Check each line of the data, and copy those where "Ithakis" appears.

__________________________________________________

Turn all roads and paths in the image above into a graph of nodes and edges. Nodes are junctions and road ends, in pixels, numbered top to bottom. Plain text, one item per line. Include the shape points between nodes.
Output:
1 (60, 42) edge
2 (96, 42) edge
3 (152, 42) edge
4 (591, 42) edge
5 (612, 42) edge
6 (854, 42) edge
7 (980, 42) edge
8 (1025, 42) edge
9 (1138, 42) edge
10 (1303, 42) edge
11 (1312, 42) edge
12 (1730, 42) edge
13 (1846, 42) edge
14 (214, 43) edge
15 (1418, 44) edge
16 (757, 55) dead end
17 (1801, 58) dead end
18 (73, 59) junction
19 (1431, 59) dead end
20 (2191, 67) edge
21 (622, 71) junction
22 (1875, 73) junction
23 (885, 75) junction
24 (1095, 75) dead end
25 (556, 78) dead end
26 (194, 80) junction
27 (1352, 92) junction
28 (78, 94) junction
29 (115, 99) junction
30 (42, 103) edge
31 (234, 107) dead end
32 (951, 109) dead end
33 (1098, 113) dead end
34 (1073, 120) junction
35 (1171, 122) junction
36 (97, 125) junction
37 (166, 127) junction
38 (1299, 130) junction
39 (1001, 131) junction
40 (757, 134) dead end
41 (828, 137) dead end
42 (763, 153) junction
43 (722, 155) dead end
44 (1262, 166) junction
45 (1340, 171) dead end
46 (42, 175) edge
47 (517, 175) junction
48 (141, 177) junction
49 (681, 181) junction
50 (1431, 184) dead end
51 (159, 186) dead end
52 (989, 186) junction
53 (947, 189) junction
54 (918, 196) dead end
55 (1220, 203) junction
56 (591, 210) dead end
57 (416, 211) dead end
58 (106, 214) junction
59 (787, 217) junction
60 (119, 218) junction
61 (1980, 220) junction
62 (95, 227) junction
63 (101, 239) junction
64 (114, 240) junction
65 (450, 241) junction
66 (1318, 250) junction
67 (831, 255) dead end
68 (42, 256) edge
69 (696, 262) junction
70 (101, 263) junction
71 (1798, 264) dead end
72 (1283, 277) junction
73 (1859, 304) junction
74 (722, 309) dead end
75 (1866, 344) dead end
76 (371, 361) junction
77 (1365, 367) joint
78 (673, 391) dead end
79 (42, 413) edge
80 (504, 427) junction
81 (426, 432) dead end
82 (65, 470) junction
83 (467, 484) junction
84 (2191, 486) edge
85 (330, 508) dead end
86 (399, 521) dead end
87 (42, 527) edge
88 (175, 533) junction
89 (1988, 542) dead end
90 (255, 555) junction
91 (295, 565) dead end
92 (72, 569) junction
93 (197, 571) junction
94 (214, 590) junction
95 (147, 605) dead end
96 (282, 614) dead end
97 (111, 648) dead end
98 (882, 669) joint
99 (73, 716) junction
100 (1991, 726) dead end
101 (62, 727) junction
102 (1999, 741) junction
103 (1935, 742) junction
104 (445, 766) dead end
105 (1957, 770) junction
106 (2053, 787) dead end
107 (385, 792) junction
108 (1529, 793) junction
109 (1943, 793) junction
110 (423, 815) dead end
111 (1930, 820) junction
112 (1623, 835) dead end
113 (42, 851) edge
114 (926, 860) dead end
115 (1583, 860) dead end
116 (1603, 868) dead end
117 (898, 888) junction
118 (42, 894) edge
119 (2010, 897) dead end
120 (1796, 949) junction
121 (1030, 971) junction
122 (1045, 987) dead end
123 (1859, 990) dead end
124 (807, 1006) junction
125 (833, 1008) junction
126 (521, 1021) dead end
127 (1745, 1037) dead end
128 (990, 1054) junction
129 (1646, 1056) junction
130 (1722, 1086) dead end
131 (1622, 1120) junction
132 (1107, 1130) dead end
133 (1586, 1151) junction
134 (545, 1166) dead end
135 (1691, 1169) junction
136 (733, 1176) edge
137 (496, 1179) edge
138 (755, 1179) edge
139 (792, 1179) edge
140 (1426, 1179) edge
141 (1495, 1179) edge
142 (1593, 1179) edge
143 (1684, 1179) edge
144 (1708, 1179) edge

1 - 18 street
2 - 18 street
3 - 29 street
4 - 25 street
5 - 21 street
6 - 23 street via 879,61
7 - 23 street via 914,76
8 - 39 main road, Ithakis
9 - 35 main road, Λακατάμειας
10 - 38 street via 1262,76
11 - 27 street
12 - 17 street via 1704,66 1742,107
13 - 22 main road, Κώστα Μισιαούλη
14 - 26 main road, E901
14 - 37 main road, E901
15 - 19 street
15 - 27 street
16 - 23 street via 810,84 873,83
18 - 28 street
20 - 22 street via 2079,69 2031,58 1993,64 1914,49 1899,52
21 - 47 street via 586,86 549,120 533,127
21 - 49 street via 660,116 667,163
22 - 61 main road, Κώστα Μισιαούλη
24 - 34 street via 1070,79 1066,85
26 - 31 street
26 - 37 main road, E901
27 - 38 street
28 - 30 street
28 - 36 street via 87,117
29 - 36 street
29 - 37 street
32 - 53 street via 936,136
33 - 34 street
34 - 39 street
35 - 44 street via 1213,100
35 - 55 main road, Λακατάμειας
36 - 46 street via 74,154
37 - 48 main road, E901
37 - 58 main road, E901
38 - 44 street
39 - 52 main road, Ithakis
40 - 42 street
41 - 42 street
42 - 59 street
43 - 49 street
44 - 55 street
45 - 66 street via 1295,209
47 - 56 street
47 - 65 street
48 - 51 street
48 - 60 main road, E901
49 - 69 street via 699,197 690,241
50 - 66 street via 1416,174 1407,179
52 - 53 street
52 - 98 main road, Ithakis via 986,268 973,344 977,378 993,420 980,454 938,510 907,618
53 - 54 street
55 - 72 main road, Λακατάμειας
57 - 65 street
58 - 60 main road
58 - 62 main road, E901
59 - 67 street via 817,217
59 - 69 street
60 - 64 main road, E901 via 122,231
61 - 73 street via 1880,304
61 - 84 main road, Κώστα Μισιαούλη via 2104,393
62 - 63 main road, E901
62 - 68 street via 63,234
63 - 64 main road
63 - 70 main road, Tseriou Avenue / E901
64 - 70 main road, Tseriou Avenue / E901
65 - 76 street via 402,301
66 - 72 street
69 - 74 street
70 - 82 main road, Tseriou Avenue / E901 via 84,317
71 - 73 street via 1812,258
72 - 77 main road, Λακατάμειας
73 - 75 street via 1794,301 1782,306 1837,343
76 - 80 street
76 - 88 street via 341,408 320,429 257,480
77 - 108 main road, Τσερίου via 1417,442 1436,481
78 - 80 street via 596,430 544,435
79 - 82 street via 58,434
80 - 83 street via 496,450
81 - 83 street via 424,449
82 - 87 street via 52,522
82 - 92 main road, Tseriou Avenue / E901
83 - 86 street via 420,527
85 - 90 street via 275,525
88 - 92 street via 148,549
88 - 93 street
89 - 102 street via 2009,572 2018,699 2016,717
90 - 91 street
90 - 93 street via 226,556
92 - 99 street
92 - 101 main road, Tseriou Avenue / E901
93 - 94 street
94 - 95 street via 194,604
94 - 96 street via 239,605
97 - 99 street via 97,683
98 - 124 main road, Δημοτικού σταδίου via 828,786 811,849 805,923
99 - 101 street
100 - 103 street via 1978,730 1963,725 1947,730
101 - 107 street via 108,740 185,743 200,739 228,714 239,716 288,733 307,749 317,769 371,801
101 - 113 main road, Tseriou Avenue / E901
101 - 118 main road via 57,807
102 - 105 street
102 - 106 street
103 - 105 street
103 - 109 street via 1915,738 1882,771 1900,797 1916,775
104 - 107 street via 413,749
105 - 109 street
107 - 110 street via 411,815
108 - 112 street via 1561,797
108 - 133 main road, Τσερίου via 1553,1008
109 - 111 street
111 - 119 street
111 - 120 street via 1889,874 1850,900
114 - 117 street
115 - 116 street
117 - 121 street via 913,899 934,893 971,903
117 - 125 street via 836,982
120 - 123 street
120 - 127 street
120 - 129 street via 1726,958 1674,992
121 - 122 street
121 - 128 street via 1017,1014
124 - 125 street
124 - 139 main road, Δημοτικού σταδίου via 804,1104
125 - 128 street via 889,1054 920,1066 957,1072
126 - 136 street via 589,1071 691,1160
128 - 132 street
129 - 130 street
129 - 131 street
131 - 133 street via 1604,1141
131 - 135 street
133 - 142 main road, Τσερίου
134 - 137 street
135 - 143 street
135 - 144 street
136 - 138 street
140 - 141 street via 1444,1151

__________________________________________________

▸ **Task response**:
8 - 39 main road, Ithakis
39 - 52 main road, Ithakis
52 - 98 main road, Ithakis via 986,268 973,344 977,378 993,420 980,454 938,510 907,618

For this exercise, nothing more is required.